One senior home company in Tampa Bay argues that vaccine mandates can be good for business — they may convince seniors to come back to long-term care after a year of bad publicity, and boost retention among staff.

Atria Senior Living, which operates three assisted living facilities in Tampa Bay, started requiring their staff get vaccinated as early as January.

“We were kind of lonely when we did it,” said John Moore, chief executive officer of the company. “We had all the same fears people have now about staff losses.”

In Florida, as in the other 24 states where they operate facilities, the company has lost less than 2 percent of staff due to the mandate, according to Moore.

”When the smoke cleared, everybody took the vaccine — from the social justice warriors to the DeSantis warriors,” he said. “It’s a little like an amusement park ride. You’re scared of doing it beforehand, but after, you’re glad you did it.”

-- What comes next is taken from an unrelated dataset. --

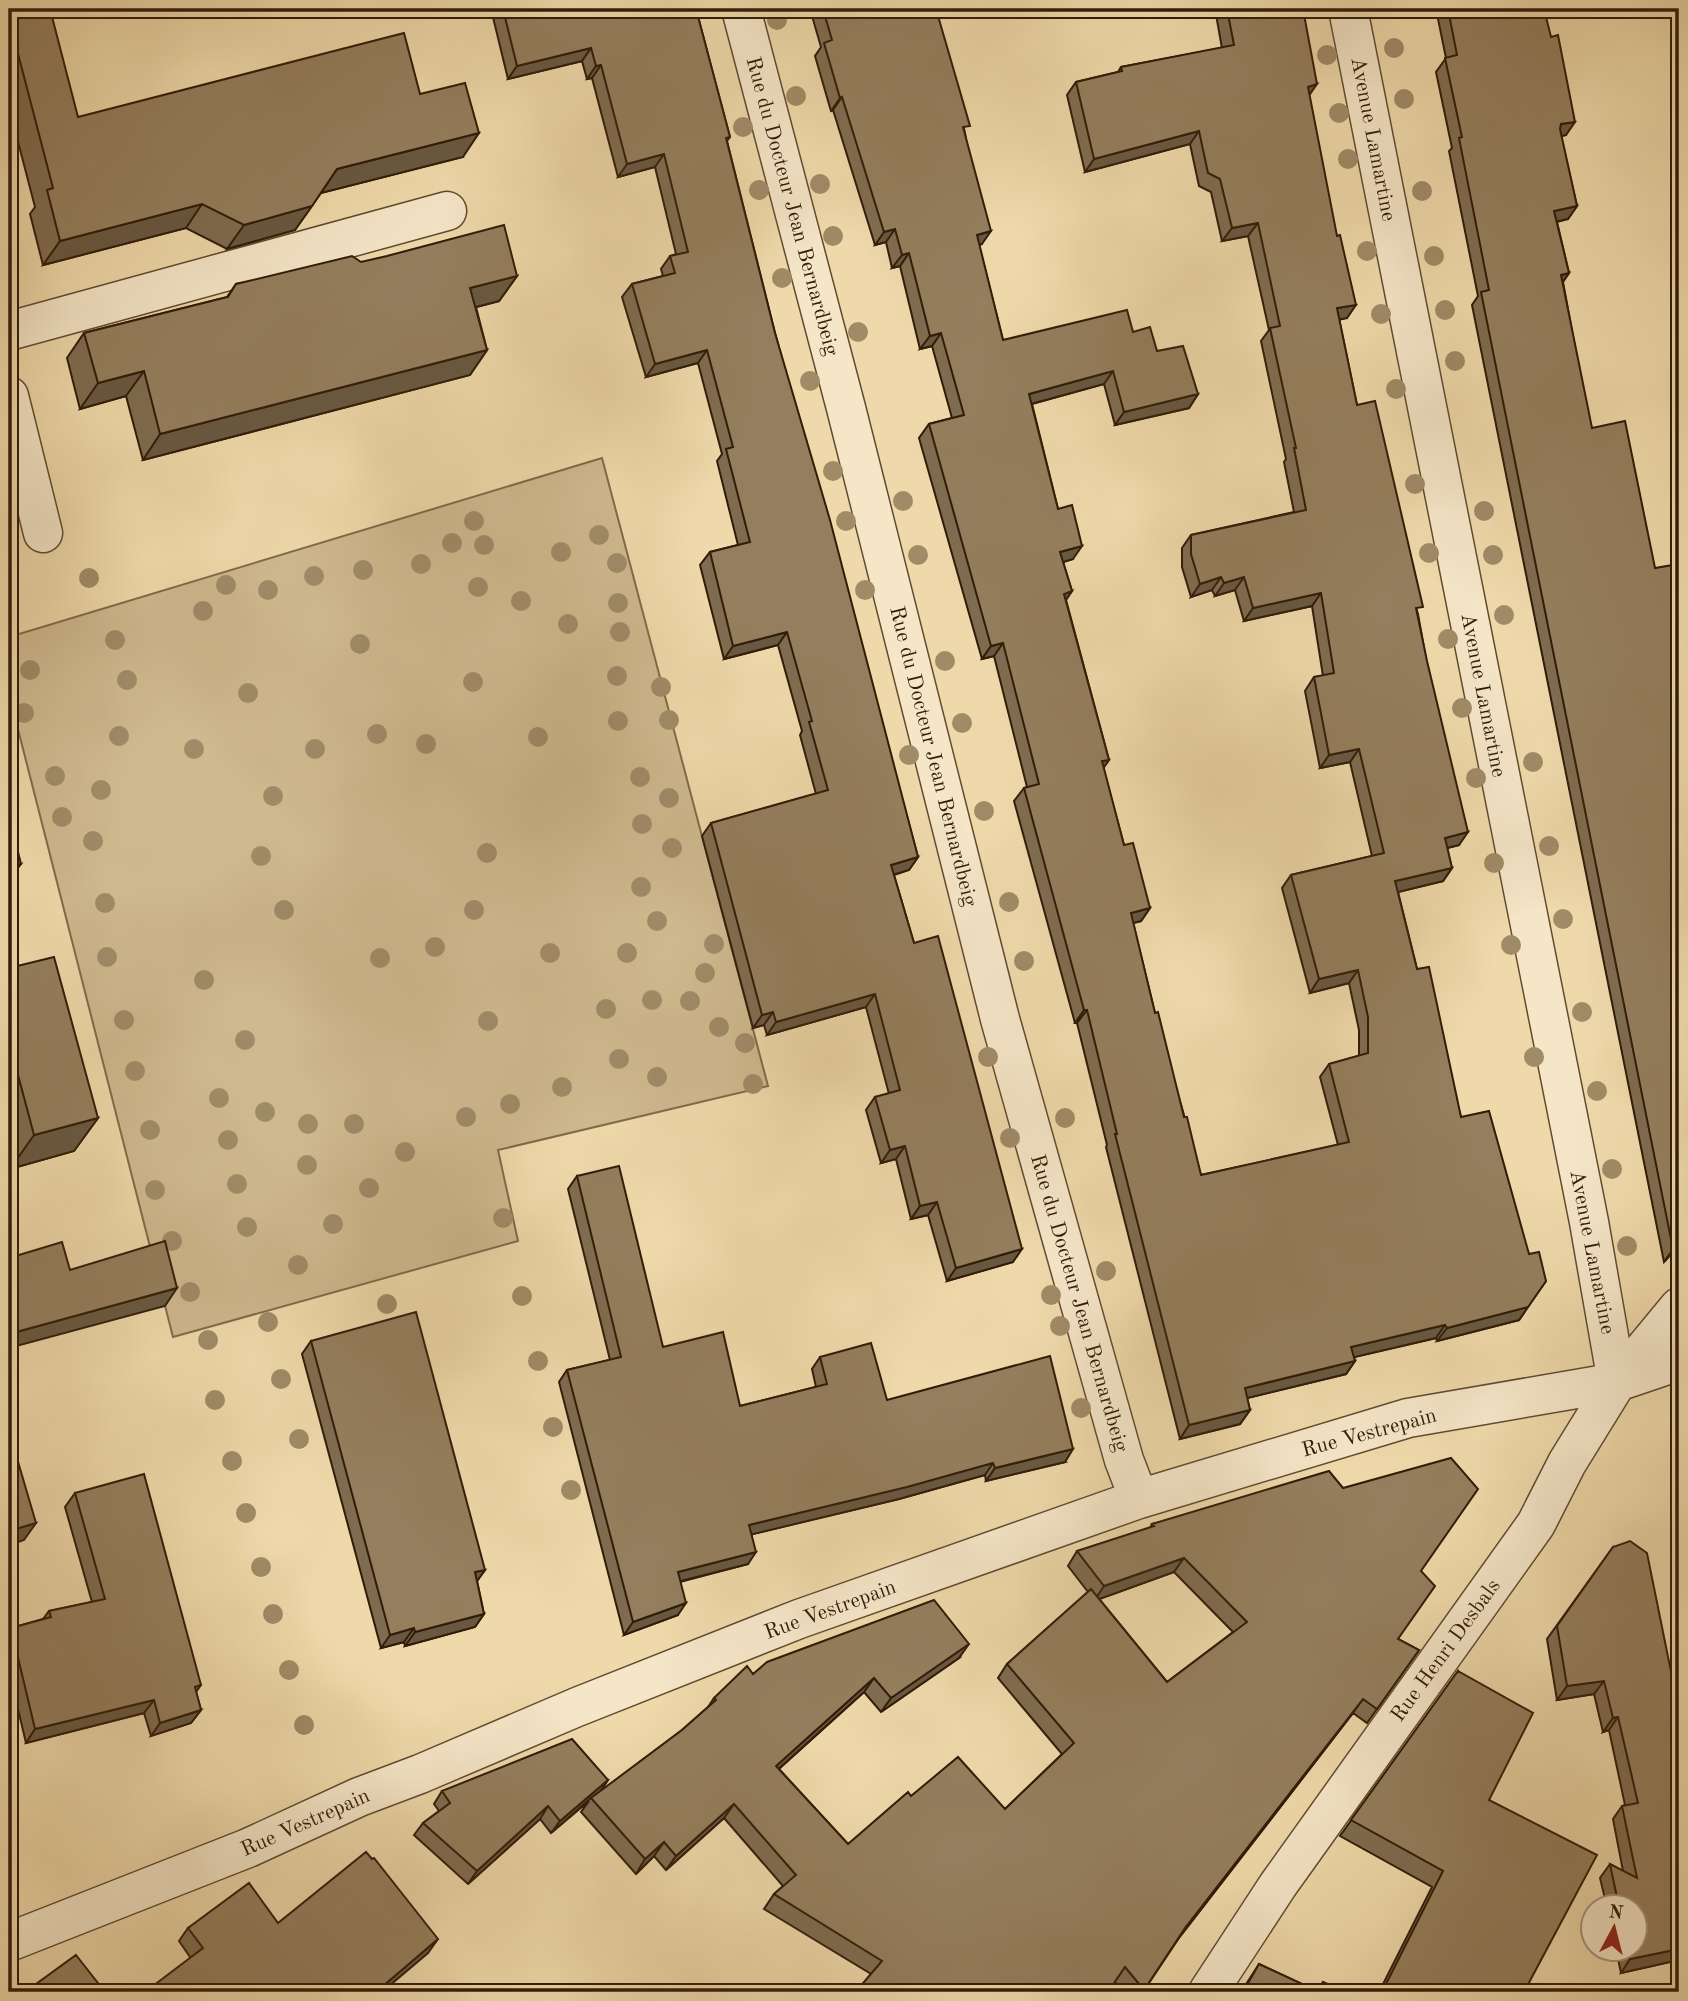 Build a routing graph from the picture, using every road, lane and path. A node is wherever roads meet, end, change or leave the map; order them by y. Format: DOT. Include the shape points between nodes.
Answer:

Moore believes the vaccine mandate has been good for business — it strengthened staffers’ sense of camaraderie.

The company is seeing higher demand from potential residents in New York than Florida, something he attributes to the overall lower vaccination rates in the southern state.

”New York had heavy PTSD for awhile, but now, it’s recovering,” Moore said. “It’s kind of flipped, and I think it all has to do with spread in Florida. It’s okay to say that the vaccine is good business.”